**Exercise goal**:
Starting with the line containing "middle mcp: (407, 370)" and going on through the line containing "index mcp: (422, 352)", return the lines of the data below exactly, and only those.

**Extracted data**:
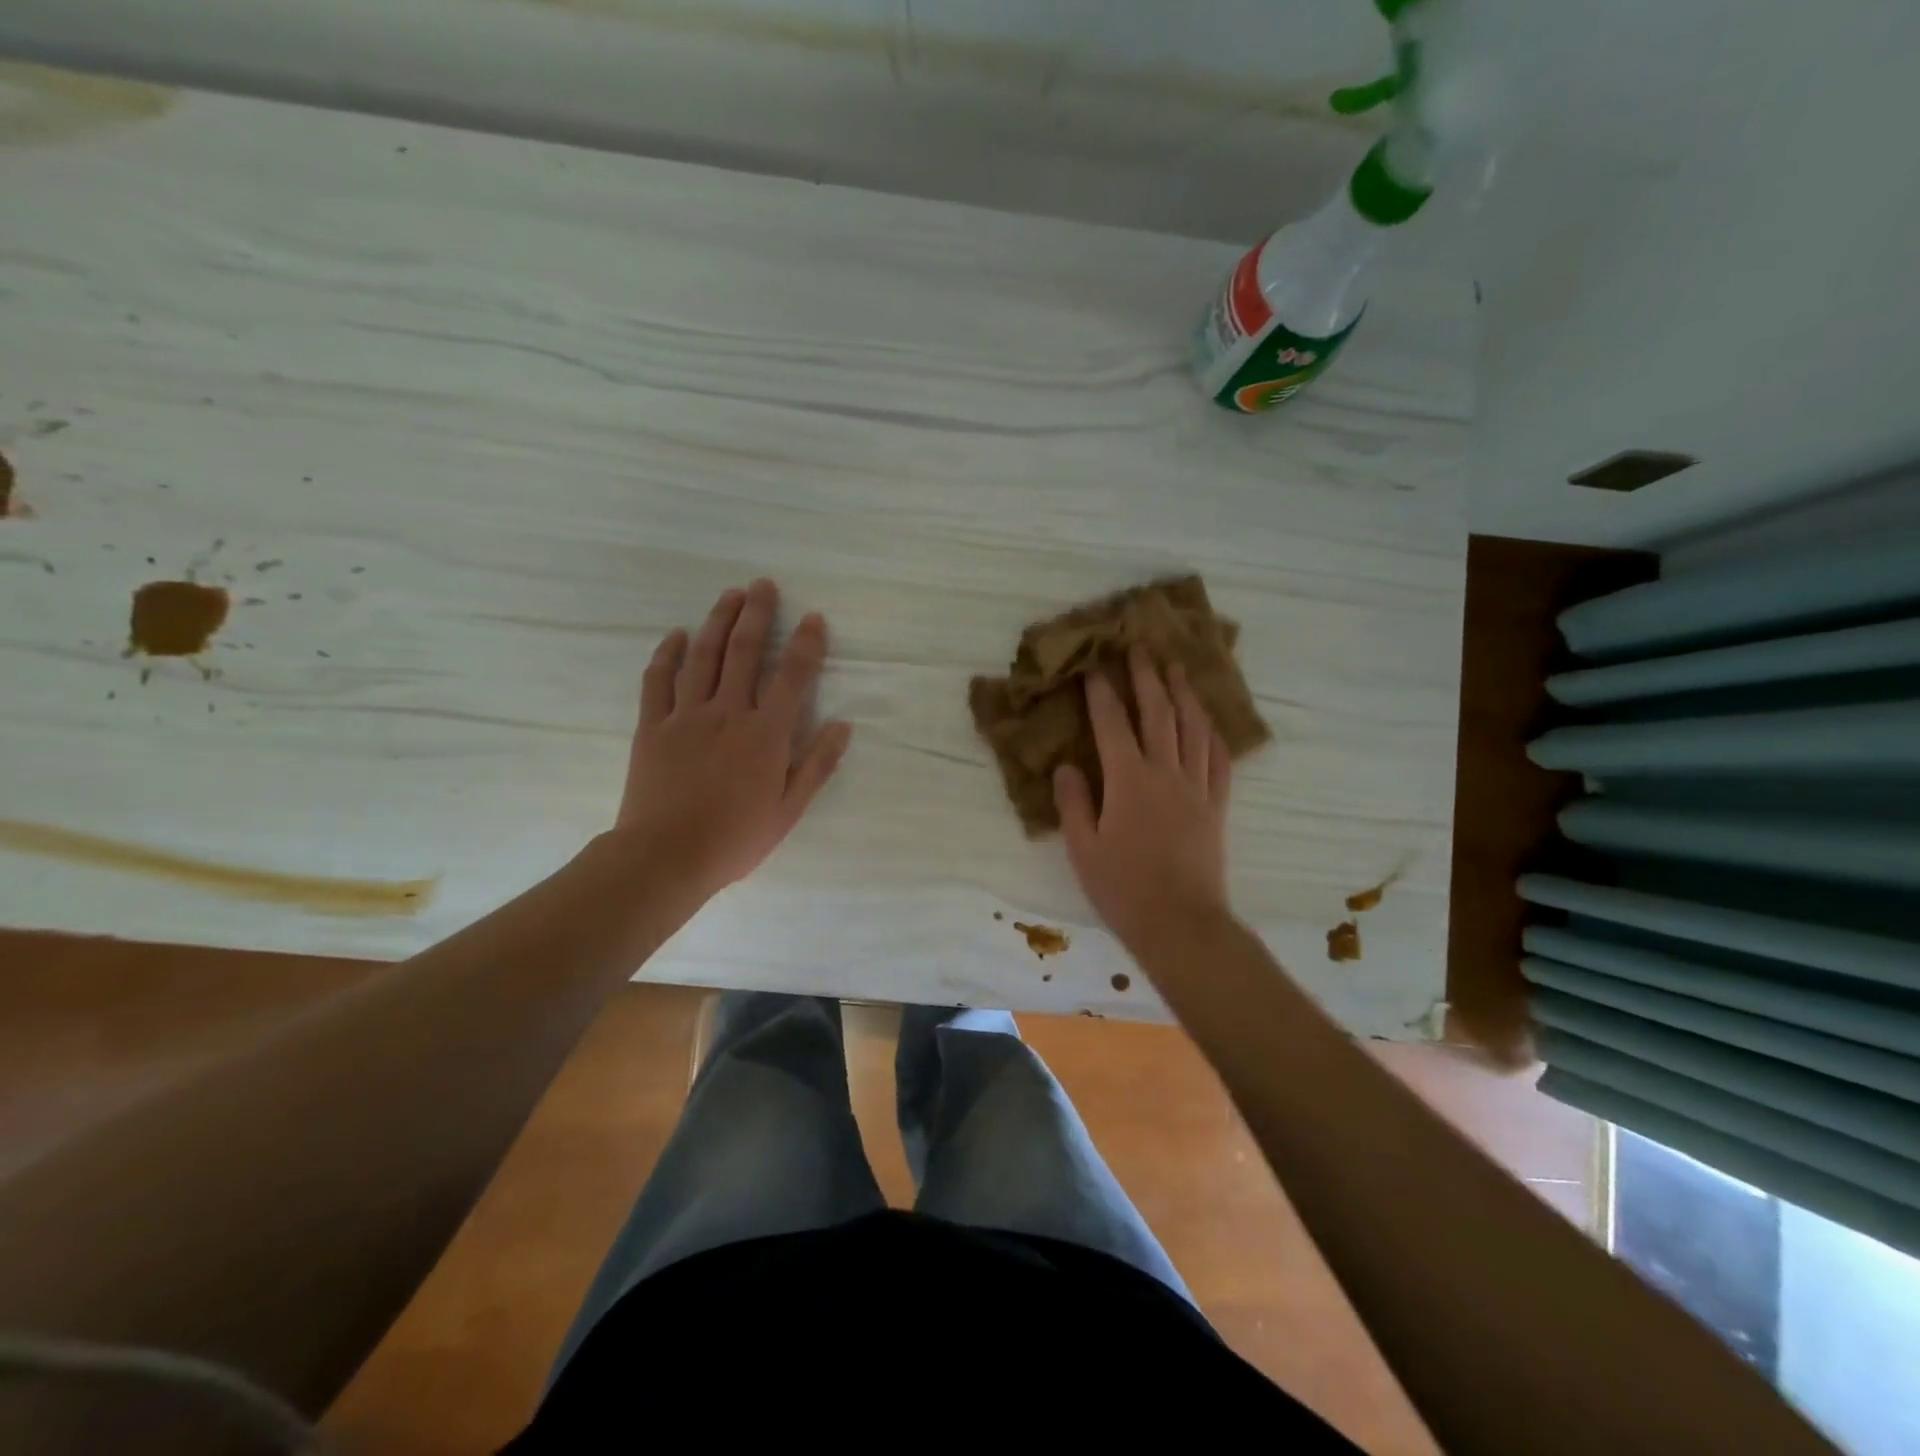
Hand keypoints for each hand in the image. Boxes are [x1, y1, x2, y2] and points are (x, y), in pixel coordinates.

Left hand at [612, 579, 851, 904]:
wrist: (665, 857)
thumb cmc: (735, 838)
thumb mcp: (789, 810)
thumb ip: (817, 765)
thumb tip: (843, 725)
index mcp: (765, 734)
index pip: (792, 677)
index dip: (805, 644)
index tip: (813, 618)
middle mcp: (727, 713)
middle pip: (744, 652)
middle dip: (757, 615)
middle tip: (763, 585)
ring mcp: (685, 716)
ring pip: (702, 657)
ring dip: (717, 622)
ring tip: (729, 595)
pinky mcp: (652, 727)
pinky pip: (658, 681)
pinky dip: (667, 654)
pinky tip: (677, 635)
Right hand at [1055, 644, 1232, 953]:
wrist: (1181, 923)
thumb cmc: (1123, 889)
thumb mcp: (1082, 848)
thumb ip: (1073, 802)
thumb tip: (1067, 766)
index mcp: (1127, 781)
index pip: (1111, 724)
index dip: (1101, 693)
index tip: (1094, 668)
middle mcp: (1165, 772)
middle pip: (1158, 714)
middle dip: (1147, 678)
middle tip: (1140, 648)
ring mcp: (1196, 787)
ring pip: (1193, 728)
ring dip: (1184, 694)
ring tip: (1177, 669)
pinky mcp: (1217, 805)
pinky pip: (1219, 759)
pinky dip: (1213, 734)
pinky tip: (1208, 721)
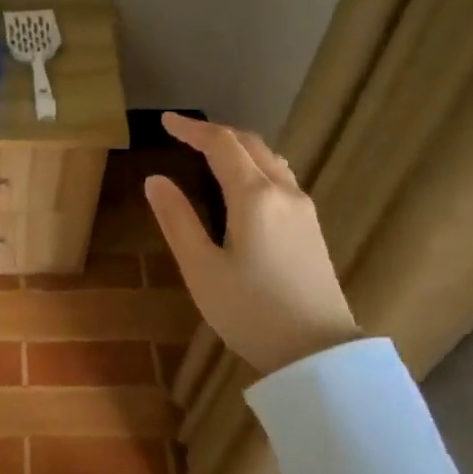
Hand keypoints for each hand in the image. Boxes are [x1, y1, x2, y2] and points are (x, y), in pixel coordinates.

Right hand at [144, 113, 358, 375]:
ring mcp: (303, 209)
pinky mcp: (311, 228)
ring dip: (240, 147)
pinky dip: (256, 165)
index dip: (192, 129)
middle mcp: (283, 191)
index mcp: (254, 196)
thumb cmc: (250, 311)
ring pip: (271, 159)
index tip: (166, 121)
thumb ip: (177, 220)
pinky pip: (282, 177)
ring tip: (212, 153)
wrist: (317, 352)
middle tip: (185, 134)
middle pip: (251, 144)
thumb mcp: (201, 268)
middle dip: (217, 133)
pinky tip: (245, 185)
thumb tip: (155, 180)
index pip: (221, 144)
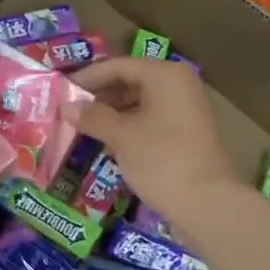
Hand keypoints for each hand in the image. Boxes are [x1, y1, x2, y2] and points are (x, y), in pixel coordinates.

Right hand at [67, 58, 241, 221]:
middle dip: (99, 96)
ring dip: (112, 114)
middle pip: (130, 81)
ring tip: (84, 128)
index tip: (61, 91)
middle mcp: (178, 85)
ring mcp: (186, 110)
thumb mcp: (121, 136)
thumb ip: (92, 117)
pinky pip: (151, 120)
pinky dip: (129, 127)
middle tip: (70, 111)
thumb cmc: (161, 159)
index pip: (117, 66)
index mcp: (164, 75)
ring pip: (140, 102)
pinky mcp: (187, 134)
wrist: (208, 203)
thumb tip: (66, 107)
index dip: (87, 78)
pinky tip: (108, 143)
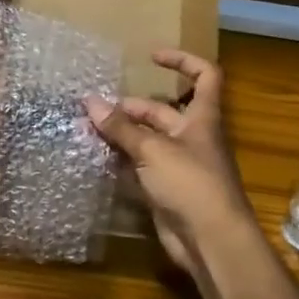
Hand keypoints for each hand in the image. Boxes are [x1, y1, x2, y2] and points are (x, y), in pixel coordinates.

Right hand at [86, 49, 256, 278]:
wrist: (211, 241)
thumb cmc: (191, 185)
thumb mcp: (153, 150)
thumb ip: (121, 128)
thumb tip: (90, 102)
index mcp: (202, 119)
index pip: (204, 76)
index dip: (182, 61)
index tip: (151, 57)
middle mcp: (192, 138)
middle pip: (161, 112)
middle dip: (130, 108)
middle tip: (94, 110)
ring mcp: (179, 166)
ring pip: (147, 141)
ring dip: (121, 135)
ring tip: (88, 130)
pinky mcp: (166, 190)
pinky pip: (141, 168)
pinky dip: (121, 162)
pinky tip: (96, 159)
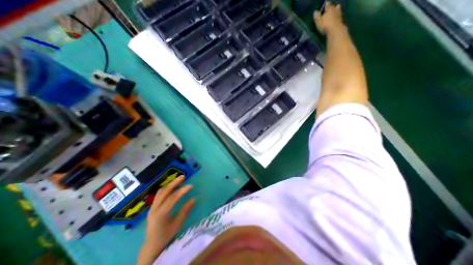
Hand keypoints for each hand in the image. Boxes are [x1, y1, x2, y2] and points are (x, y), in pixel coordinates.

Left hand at [138, 174, 193, 264]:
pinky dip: (166, 188)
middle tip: (183, 176)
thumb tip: (194, 198)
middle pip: (164, 191)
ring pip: (160, 192)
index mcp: (160, 214)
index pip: (172, 198)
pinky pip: (158, 195)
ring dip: (170, 184)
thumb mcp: (177, 224)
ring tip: (178, 180)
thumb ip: (185, 210)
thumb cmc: (165, 236)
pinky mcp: (152, 207)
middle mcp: (154, 208)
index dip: (182, 190)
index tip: (190, 185)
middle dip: (174, 183)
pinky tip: (171, 187)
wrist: (151, 246)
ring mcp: (152, 207)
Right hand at [314, 1, 344, 33]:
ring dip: (336, 11)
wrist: (335, 30)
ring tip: (335, 13)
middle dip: (333, 7)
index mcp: (329, 9)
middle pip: (334, 7)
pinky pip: (339, 17)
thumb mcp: (318, 21)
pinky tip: (336, 19)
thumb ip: (317, 16)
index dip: (325, 5)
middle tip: (331, 9)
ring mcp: (339, 14)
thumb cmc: (325, 25)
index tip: (324, 5)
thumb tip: (315, 11)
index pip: (327, 4)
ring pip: (338, 11)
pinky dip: (338, 17)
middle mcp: (335, 9)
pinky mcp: (341, 20)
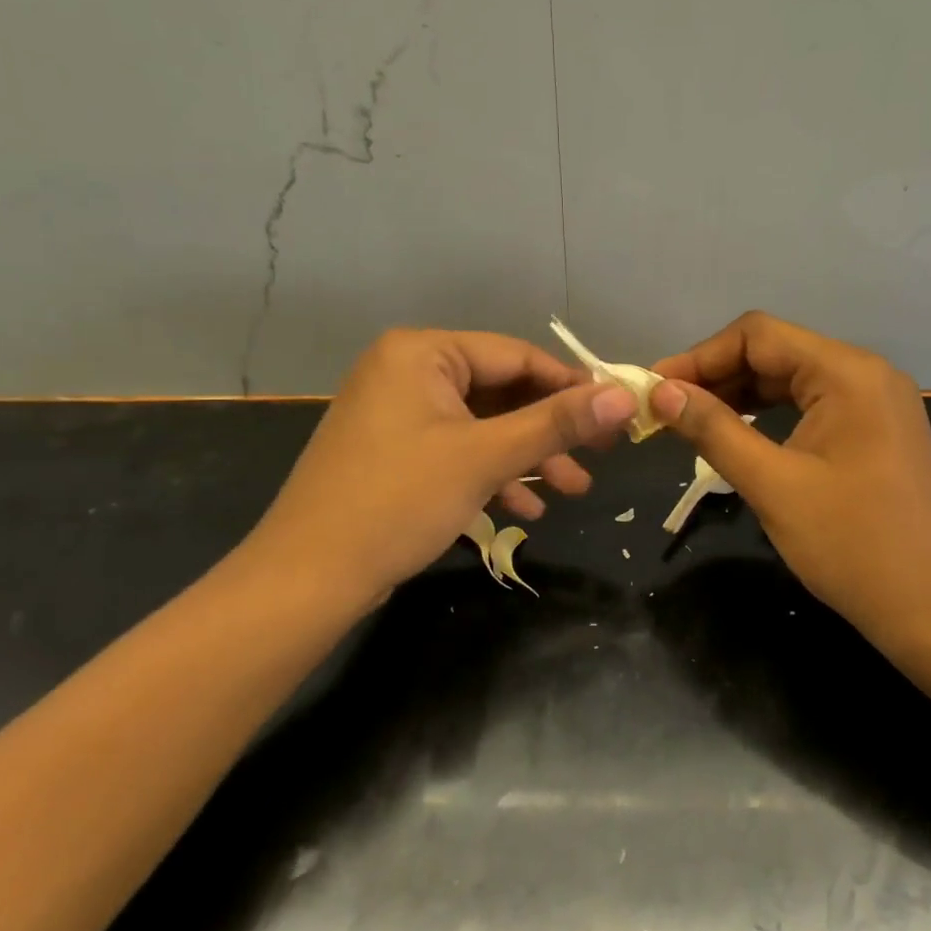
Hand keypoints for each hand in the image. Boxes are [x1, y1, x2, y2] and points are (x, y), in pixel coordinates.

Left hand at [239, 329, 636, 612]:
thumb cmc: (398, 501)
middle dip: (549, 431)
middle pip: (500, 391)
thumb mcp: (485, 457)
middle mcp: (407, 370)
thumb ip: (556, 424)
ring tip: (573, 491)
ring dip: (528, 457)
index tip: (615, 414)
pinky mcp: (394, 451)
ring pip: (482, 425)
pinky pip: (457, 449)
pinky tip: (526, 508)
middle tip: (600, 457)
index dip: (570, 385)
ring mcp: (398, 413)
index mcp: (422, 352)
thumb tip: (623, 396)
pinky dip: (492, 473)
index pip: (516, 355)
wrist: (306, 578)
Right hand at [650, 312, 930, 635]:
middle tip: (666, 409)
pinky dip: (770, 415)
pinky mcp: (876, 432)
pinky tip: (739, 435)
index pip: (758, 335)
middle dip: (717, 376)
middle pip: (775, 352)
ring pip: (792, 379)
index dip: (700, 357)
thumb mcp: (773, 485)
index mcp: (847, 373)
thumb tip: (661, 392)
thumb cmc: (855, 546)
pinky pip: (812, 405)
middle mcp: (865, 374)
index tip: (656, 389)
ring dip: (740, 396)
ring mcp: (876, 403)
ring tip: (691, 422)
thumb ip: (714, 430)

**Solution to the problem**:
middle mcp: (407, 370)
thumb ip: (556, 424)
ring tip: (573, 491)
ring dip: (528, 457)
index tip: (615, 414)
pinky mcp: (394, 451)
ring pip: (482, 425)
pinky pip: (457, 449)
pinky tip: (526, 508)
middle tip: (600, 457)
index dip: (570, 385)
ring mcp: (398, 413)
index mcp: (422, 352)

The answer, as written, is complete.